It should come as no surprise, then, that the Trinity woman has become a successful portrait artist. What may surprise you, though, is that most of Willard’s commissions – “99.9 percent of my work,” she says – come from out-of-state customers.
That should tell you how good she is. She’s not merely selling portraits to friends and neighbors who commission her because they know her; she’s selling them to total strangers largely on the sole basis of seeing and appreciating the quality of her work.
Willard took up portraiture in 1997, after taking a local portrait-painting class.
“I painted my first portrait (a depiction of her youngest daughter, Kelly), and I just fell in love with portraits,” she recalls. “I’ve been painting them ever since.”
Willard believes it’s faces that attracted her to portraiture.
“I’m fascinated with faces – how everybody has the same features but still is so completely different,” she explains.
“I’m fascinated by how much you can see in the eyes – happiness, peacefulness, sorrow. You can see a lot by studying a face. There’s a lot of emotion with painting people. Even if I paint a building or something, I like to put something alive in it, like a dog or something. I just really like having something alive in my paintings.”
Willard especially likes painting children, she says, “because they’re unpretentious.”
“That’s not meant as a slam against adults, but adults understand to put on a certain look for their portrait. Children are so unpretentious about how they really are, whereas adults present themselves as how they want to be seen. And pets are the same way as children – there’s an innocence to them.”
Like many portrait artists, Willard works primarily from photographs.
“Because so much of my work comes from out of state, I never have the opportunity to meet most of the people I paint,” she says, “so I ask for as many photo references as anybody can provide me with.”
Even then, Willard adds, working strictly from photographs poses a challenge.
“Photos can be somewhat deceiving because they’re flat images,” she says, “and sometimes people photograph different from how they really look. Even if I use a photo, if I’ve seen the person, it makes a huge difference to me.”
As Willard’s business and reputation began to grow, people began asking her to paint portraits of their pets, and that has become a major part of her business.
“Pets become family members, so a lot of times when someone loses their pet, they want something that is a memory of the pet,” she explains. “And a lot of times, people just want a portrait of their pet, just like they would their child.”

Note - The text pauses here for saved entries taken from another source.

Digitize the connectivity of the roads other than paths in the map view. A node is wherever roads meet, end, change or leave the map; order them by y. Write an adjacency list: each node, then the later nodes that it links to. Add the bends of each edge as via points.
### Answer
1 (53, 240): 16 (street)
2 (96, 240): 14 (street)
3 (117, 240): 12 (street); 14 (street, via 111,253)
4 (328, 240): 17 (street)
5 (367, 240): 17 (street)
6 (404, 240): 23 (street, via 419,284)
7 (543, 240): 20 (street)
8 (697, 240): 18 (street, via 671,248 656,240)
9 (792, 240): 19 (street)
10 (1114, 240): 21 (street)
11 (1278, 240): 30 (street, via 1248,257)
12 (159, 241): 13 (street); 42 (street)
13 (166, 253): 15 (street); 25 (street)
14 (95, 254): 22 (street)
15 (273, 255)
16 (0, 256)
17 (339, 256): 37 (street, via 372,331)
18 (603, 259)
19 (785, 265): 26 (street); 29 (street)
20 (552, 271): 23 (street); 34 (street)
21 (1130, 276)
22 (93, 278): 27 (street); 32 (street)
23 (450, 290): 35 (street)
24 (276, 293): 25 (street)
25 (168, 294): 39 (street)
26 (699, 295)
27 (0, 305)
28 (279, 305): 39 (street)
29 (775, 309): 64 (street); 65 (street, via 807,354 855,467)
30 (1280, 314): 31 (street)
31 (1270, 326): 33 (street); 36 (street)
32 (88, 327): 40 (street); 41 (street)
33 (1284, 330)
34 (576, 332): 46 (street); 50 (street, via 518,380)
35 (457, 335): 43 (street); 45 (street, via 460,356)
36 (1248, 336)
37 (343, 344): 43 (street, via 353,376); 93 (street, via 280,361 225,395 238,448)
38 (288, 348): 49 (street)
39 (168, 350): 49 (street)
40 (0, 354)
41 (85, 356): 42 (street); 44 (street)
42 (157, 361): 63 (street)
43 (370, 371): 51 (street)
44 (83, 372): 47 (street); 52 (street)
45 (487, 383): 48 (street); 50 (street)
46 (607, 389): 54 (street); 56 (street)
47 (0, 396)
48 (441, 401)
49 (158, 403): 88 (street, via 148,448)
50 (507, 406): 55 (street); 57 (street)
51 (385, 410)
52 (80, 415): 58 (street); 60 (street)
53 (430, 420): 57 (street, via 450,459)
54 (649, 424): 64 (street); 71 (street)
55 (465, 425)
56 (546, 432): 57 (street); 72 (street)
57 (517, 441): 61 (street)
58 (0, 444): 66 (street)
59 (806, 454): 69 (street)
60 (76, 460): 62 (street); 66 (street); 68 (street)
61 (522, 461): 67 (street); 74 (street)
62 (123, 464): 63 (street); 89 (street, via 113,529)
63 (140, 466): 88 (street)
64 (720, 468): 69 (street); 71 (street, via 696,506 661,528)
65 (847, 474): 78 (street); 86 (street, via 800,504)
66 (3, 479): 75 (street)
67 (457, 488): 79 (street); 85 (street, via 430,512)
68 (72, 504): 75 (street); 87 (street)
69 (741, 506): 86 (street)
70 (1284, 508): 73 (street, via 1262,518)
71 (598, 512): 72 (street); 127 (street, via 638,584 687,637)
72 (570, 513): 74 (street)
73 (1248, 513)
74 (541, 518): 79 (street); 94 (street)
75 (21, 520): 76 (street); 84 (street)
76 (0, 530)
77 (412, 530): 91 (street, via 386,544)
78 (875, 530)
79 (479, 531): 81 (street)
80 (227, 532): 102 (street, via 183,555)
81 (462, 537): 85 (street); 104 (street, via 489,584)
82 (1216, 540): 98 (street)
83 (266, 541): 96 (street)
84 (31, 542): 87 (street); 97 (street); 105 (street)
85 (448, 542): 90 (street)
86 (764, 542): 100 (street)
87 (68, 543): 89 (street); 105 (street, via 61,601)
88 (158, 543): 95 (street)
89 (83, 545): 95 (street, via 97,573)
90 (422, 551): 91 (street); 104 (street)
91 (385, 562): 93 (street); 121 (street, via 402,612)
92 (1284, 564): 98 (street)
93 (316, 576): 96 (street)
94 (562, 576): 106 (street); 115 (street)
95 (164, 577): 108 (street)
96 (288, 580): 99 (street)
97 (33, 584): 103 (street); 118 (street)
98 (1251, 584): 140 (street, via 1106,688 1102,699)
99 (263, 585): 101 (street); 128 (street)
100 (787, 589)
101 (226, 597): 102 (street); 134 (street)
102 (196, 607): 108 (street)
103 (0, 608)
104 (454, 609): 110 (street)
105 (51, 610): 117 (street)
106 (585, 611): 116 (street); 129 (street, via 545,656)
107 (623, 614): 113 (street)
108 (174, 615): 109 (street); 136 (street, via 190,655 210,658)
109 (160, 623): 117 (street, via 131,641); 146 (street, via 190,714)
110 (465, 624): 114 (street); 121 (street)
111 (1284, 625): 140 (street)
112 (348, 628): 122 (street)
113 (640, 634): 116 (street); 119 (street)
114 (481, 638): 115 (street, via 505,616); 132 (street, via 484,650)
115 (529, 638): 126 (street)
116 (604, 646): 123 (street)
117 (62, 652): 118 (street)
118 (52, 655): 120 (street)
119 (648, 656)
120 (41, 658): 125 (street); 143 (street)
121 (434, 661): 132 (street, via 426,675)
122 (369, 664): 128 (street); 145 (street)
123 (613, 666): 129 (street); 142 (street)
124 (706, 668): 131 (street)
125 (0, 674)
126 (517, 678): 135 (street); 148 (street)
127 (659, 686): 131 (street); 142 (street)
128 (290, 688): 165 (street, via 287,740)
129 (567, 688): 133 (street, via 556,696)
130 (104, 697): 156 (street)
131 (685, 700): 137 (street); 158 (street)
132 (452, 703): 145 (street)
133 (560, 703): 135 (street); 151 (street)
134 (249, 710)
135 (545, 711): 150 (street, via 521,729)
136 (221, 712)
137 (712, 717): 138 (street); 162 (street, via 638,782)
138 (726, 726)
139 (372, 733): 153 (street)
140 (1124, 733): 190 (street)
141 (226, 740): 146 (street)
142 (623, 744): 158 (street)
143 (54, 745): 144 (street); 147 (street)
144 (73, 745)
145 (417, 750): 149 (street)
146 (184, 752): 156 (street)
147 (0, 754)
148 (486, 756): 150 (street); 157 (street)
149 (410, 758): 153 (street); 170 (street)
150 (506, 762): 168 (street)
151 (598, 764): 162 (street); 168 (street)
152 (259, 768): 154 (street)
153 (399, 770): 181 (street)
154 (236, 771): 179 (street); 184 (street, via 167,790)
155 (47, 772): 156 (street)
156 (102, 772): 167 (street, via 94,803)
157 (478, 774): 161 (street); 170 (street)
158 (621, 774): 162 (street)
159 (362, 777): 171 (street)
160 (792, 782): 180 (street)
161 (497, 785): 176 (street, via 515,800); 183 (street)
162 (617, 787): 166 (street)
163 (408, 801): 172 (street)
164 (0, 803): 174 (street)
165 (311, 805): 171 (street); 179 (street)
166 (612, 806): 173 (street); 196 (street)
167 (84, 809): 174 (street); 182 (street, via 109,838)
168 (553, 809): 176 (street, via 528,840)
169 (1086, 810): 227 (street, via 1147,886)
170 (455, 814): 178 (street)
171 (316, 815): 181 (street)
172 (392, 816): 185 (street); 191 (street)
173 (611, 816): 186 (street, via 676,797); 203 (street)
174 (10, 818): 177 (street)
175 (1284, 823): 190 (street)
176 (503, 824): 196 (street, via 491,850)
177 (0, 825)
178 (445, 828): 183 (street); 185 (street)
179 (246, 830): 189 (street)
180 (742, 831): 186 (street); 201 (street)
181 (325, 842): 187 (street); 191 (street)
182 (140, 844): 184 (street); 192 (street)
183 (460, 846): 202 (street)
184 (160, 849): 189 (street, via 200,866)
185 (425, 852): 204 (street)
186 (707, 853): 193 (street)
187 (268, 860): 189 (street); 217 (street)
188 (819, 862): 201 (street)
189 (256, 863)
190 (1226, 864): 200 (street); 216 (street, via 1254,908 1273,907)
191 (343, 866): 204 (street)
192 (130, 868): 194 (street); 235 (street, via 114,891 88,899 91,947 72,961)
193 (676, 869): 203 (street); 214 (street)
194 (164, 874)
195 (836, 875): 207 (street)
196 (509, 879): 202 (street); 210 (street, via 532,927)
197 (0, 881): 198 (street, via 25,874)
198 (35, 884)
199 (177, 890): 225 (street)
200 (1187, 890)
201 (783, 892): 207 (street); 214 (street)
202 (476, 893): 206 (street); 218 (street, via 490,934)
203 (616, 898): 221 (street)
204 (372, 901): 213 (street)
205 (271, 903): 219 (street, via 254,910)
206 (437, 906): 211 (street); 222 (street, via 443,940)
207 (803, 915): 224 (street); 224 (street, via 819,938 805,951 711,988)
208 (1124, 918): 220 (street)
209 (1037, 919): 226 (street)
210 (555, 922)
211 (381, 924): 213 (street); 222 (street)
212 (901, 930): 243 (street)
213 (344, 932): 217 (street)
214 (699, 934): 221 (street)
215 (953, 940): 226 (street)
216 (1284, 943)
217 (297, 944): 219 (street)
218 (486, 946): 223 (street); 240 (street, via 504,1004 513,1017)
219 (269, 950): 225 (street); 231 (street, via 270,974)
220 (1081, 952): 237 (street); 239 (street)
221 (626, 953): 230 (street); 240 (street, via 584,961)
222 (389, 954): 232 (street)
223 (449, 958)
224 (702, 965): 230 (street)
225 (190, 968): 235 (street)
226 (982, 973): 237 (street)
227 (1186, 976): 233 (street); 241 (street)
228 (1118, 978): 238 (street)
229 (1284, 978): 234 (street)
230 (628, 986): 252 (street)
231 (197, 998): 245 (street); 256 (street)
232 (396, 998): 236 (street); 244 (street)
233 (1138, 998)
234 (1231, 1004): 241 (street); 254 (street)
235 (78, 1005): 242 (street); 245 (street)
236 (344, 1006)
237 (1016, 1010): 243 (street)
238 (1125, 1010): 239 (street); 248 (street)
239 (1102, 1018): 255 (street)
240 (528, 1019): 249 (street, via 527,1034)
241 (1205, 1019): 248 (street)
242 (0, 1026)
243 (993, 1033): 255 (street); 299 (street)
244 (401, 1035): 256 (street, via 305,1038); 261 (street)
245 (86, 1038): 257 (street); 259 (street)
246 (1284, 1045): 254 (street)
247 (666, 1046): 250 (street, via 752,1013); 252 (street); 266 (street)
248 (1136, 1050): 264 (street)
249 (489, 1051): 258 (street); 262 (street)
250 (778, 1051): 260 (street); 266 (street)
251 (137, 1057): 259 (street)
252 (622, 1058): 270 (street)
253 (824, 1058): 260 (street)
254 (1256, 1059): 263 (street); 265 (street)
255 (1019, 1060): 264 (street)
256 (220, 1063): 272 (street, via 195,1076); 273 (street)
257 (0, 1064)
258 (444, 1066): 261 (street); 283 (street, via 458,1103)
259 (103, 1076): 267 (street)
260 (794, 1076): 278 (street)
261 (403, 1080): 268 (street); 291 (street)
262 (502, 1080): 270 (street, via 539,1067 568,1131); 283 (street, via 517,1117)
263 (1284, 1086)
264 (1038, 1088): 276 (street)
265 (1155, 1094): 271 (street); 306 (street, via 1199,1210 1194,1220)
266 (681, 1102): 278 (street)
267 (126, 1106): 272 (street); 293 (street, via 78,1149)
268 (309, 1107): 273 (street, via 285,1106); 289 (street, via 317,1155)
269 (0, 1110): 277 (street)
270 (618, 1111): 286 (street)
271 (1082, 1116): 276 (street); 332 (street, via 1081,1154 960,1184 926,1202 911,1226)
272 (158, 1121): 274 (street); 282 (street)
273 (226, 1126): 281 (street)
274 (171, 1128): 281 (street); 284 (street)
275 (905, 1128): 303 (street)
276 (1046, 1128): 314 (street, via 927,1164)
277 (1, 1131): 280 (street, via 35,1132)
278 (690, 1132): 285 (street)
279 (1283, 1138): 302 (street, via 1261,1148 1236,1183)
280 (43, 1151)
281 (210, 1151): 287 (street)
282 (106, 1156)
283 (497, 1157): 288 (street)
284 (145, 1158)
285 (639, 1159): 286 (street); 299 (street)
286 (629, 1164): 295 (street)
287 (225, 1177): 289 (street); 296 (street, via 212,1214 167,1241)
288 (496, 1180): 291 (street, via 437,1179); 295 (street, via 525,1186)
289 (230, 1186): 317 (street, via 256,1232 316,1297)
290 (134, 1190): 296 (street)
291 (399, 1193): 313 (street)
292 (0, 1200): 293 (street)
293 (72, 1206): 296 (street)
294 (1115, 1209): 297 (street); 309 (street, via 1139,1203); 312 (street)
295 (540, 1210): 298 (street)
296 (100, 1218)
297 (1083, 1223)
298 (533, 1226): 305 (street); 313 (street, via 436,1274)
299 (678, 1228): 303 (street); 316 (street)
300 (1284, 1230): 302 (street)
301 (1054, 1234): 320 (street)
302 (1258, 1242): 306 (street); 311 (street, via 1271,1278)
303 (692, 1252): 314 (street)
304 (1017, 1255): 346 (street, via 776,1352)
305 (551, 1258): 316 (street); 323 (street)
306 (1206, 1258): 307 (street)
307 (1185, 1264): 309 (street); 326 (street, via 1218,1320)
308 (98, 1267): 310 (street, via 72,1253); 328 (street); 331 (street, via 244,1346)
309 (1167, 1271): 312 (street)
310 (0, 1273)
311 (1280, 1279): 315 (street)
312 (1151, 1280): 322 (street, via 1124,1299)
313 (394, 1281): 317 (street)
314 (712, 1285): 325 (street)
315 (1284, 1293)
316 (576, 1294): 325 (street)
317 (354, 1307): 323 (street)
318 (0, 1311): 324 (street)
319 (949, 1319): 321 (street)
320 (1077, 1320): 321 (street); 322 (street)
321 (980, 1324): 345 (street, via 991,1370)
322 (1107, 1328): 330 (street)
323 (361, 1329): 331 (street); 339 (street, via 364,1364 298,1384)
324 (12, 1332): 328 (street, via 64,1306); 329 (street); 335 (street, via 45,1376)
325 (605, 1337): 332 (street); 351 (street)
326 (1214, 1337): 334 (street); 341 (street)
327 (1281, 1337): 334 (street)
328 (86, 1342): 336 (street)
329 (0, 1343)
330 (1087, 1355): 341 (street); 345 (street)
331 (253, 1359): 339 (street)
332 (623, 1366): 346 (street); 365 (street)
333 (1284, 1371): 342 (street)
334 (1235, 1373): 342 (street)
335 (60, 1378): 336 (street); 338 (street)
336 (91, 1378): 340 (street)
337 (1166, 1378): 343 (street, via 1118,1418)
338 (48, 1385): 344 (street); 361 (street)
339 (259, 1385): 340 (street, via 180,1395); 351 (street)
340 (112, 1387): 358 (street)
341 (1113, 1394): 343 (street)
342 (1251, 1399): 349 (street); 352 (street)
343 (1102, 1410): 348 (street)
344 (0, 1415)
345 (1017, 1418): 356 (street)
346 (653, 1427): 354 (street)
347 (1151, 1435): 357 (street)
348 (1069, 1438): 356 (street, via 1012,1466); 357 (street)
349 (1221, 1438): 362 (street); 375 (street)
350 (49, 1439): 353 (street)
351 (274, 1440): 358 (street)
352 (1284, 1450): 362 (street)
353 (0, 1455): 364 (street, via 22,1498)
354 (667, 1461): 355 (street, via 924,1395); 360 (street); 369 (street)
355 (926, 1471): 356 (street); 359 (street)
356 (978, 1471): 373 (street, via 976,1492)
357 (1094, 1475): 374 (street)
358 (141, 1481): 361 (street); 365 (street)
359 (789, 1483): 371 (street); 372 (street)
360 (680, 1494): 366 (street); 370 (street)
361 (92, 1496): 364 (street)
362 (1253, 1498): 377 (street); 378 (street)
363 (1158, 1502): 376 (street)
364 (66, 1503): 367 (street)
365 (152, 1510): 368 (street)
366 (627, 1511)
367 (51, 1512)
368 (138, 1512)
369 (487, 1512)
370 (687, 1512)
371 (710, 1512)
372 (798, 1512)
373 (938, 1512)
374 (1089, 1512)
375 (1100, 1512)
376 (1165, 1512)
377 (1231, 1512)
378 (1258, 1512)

A relatively new venture for Willard has been her series of Santa Claus portraits, releasing a new piece every year at Christmas. This year’s release, titled “The Reason,” is her third. The painting depicts Santa sitting in a chair – surrounded by a Christmas tree, stockings and a napping reindeer – reading his Bible.
“I do these portraits in combination with my belief of what Christmas is all about, and that’s the coming of Christ,” Willard says. “I have put Santa there as a representation of all mankind – not the icon with the red suit, but a representation of all mankind in general – and the images evoke a lot of emotion in people that see them.”
Another new venture for Willard is the publication of a children’s book, titled “I Wonder,” which is based on a poem written by her late mother.
The 30-page paperback book, which Willard wrote and illustrated, explores the life of Jesus as a child, imagining what things He might’ve loved as a child – looking at clouds, walking in the rain, a special friendship, a beloved pet. The book includes a parents’ page which gives biblical references to the things recorded about Jesus during His time on earth.
“I’m really excited about the book,” Willard says. “I took my mother’s poem and rewrote it, and it literally felt like she was there with me when I did it – I felt a real connection with her.”
The book, like her other work, is available through her website, www.portraitartistnc.com.